Since the early 1970s, liquid chromatography has become the premier separation method for a large variety of organic substances in research and small scale product recovery up to industrial scale. (1) Because the mobile phase is a liquid, the requirement for vaporization is eliminated, and therefore LC can separate a much broader range of substances than GC. Liquid chromatography therefore facilitates separation and purification of molecules as wide ranging in size as organic acids all the way up to large biomolecules, including proteins.
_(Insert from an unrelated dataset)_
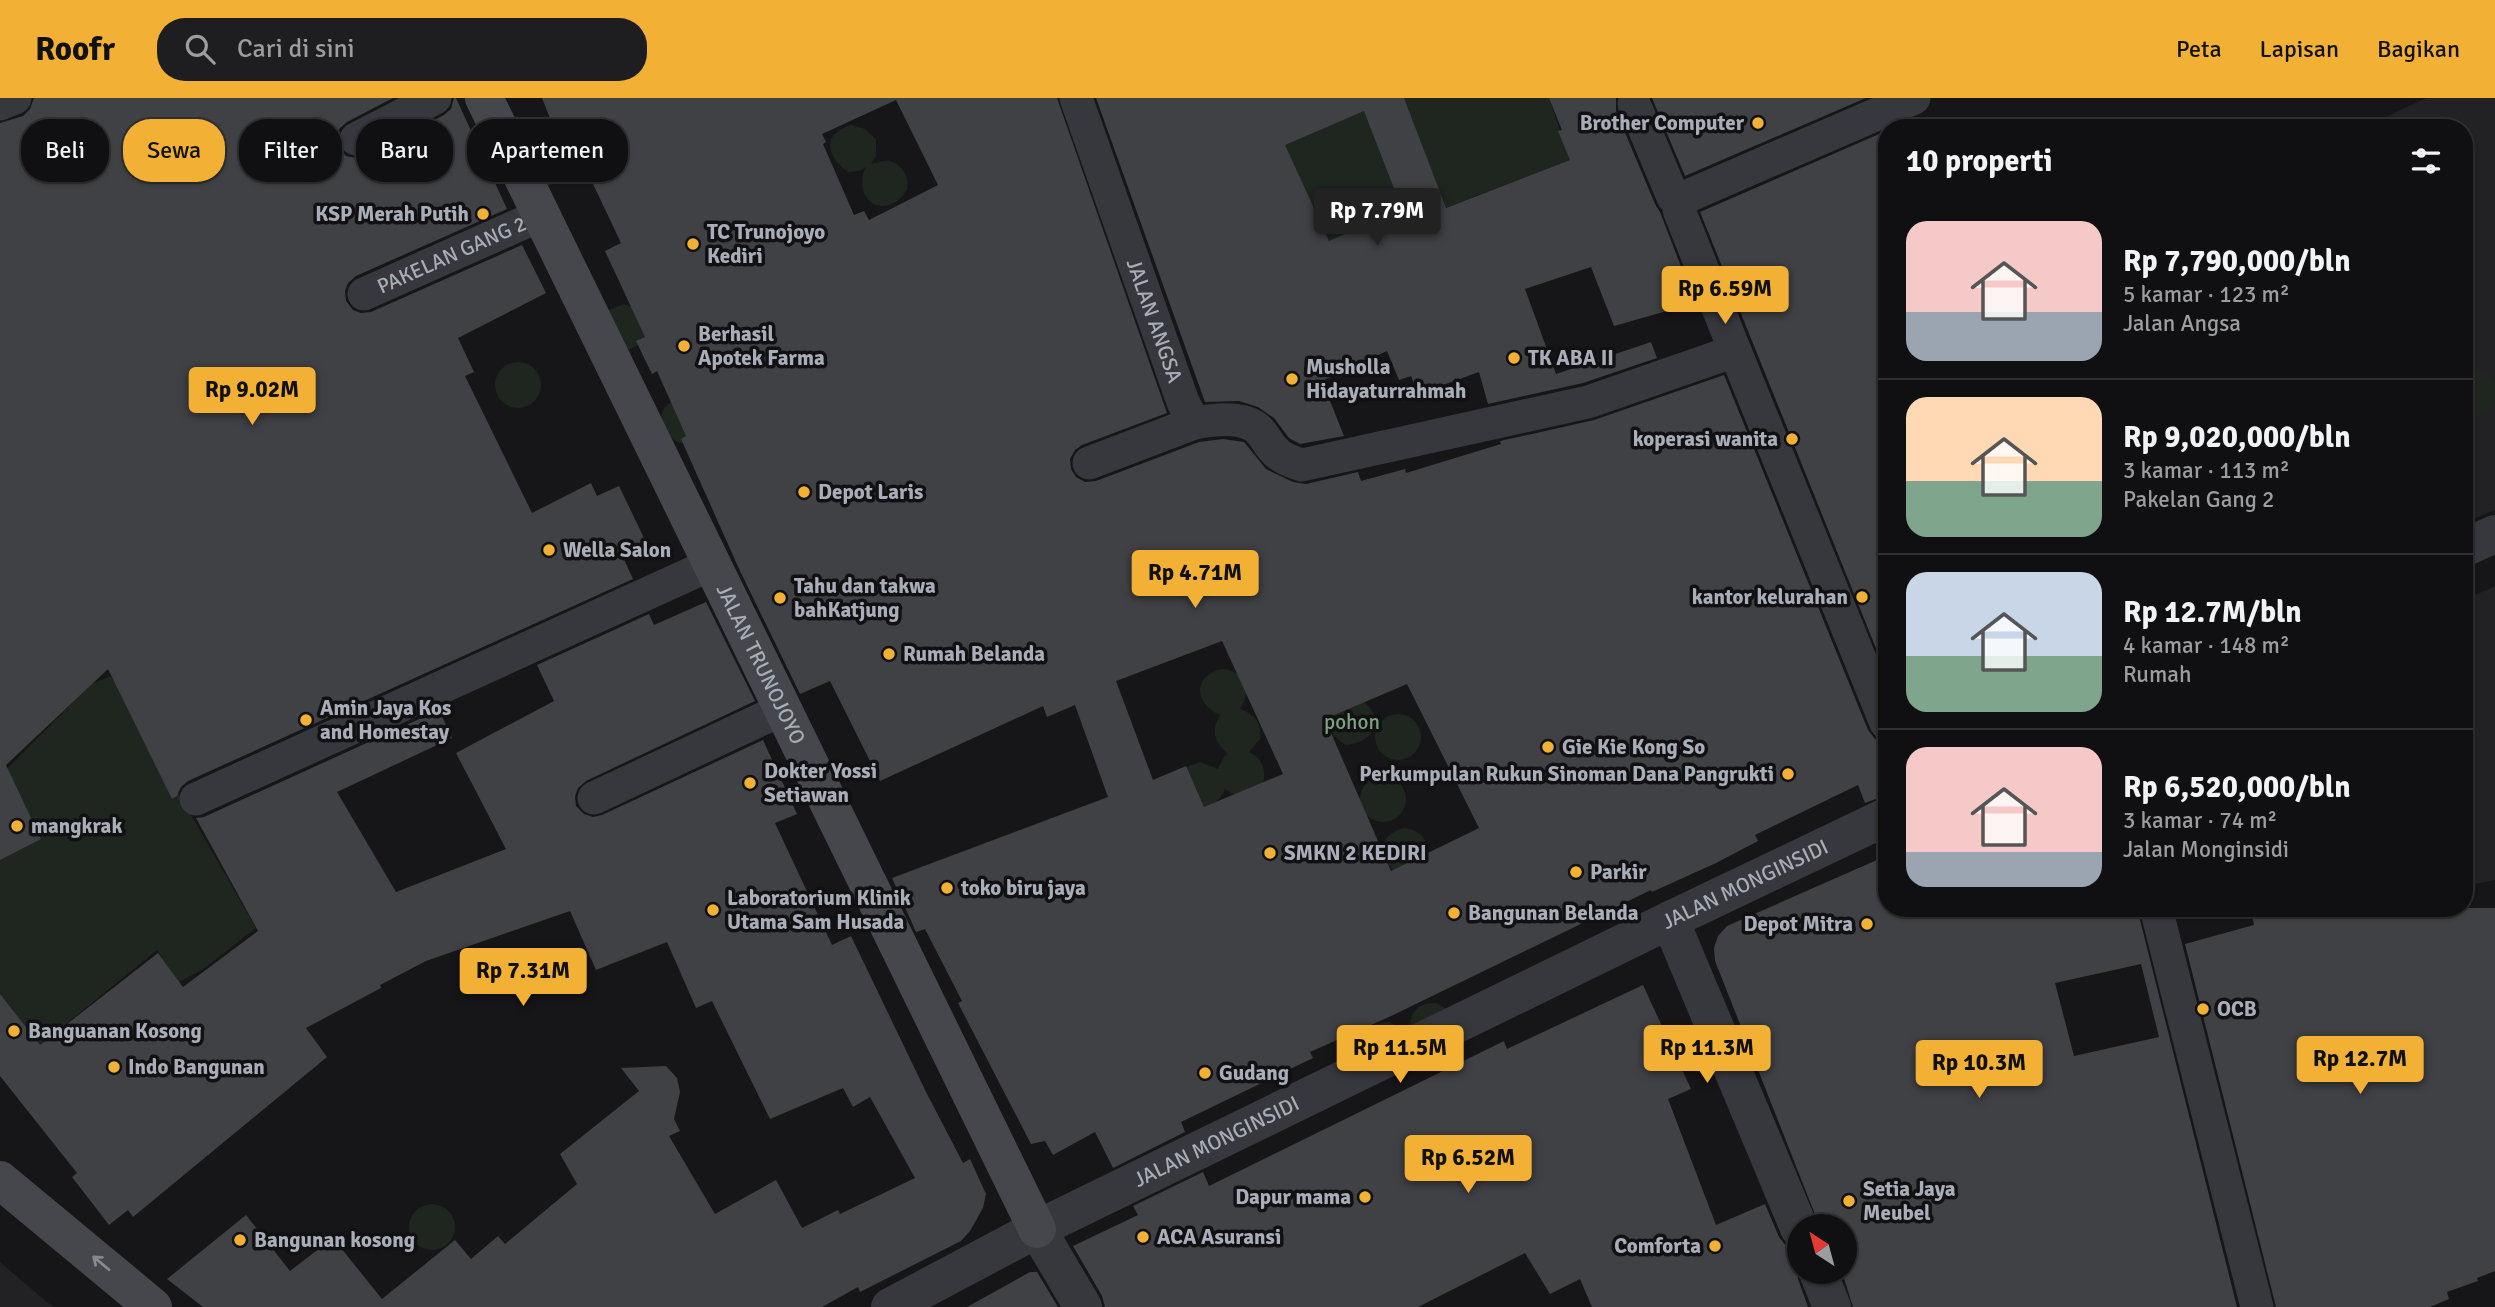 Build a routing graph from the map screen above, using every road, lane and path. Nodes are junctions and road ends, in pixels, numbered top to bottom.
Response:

To be able to isolate a specific molecule from a crude mixture the physical and chemical properties of the individual molecule and the stationary phase must be considered carefully. This is why a broad variety of chromatographic matrices have been developed to allow separation of molecules exploiting either their hydrophobic structure (Hydrophobic Interaction Chromatography, HIC (2-4)  and Reversed Phase Chromatography, RPC), or the net charge at certain pH (Ion Exchange Chromatography, IEX) (5,6), or exploiting the selectivity towards a specific portion of the molecule (Affinity Chromatography) (7, 8).